E poi sarebbe utile avere informazioni sulle assenze dal lavoro per malattia, sulle prestazioni specialistiche di diagnostica, esami di laboratorio e per immagine, ed anche i consumi di farmaci almeno per alcuni principali principi terapeutici.

Si dice che “il troppo stroppia”, e sicuramente è facile dire che siccome non si può fare tutto non si farà quasi nulla! È importante quindi incominciare anche con poco sull’esempio che l’epidemia Covid ha mostrato essere possibile fare. Non è vero che costerebbe troppo perché aiuterebbe sicuramente a programmare meglio facendo risparmiare non solo in salute ma anche in denaro. È mai possibile che ci riesca una catena di supermercati a creare un sistema di monitoraggio delle vendite, sia per prodotto sia per consumatore, e non ci riseca invece il sistema sanitario? E non usiamo gli obblighi di riservatezza per dire che non si può fare! Ci sono infinite possibilità per garantire la privacy!

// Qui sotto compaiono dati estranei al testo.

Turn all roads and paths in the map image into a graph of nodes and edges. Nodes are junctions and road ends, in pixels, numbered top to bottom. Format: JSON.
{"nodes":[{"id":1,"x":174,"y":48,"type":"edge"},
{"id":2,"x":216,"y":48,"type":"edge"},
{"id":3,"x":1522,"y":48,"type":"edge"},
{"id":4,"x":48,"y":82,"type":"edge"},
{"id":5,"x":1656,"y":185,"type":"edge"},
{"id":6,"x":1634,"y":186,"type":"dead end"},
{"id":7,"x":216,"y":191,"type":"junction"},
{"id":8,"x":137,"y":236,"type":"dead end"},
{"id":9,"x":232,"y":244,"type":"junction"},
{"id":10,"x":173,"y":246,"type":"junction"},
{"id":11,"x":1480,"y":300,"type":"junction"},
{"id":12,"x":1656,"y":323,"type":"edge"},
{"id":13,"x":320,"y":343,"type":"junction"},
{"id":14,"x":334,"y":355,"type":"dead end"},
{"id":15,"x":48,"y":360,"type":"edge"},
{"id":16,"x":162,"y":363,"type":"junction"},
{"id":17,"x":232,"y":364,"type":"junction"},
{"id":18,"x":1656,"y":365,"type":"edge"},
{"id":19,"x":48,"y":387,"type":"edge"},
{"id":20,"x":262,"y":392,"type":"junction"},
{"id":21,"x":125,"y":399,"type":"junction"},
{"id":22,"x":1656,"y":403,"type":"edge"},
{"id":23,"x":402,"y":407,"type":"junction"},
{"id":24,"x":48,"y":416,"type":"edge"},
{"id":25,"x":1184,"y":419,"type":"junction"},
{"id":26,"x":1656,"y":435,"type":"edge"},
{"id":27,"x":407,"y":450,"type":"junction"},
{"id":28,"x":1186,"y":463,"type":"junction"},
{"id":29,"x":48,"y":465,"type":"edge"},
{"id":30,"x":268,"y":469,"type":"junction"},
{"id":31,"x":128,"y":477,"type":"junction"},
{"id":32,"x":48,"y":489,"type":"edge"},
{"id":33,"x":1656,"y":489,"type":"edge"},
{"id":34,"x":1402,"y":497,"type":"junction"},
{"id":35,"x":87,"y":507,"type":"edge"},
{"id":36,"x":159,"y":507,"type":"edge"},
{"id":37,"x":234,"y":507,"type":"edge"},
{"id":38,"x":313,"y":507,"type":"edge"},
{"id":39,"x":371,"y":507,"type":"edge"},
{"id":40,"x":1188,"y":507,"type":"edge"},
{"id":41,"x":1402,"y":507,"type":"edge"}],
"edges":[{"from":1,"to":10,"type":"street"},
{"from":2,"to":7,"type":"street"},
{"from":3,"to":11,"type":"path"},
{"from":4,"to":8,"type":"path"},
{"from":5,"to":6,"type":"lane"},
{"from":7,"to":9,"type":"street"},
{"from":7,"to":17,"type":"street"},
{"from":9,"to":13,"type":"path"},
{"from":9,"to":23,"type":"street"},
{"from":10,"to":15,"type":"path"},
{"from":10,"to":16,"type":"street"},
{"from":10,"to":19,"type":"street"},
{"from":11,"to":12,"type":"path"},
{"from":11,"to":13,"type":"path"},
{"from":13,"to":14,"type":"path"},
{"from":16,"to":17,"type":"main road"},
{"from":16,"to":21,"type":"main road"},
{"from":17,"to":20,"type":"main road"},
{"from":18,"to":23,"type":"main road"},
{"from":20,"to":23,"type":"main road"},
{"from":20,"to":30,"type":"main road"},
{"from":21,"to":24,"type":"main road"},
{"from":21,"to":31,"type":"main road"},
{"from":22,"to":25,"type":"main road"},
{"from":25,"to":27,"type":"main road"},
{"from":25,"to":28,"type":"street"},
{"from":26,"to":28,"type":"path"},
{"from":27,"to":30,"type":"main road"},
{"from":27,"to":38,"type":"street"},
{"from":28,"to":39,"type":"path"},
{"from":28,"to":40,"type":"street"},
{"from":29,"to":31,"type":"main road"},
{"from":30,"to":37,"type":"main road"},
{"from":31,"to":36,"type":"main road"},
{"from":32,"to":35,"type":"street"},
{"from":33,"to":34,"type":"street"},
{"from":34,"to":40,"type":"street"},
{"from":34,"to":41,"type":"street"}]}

La questione fondamentale è solo politica: la salute la si vuol considerare un fatto totalmente del privato cittadino e lo Stato tutt’al più gli deve garantire la qualità dei servizi sanitari, oppure la salute è innanzitutto un fatto collettivo e la Stato si deve preoccupare di garantirla e nel limite delle possibilità di ripristinarla quando vien meno? Credevamo che questo secondo principio fosse acquisito, ma temo che molti interessi di mercato cerchino oggi di farci ritornare indietro rendendo praticamente inutili i sistemi informativi tranne quelli che permettono appunto di migliorare i profitti dei sistemi sanitari privati, come quelli di molti “fondi salute”, che praticamente dei loro clienti oggi tutto sanno.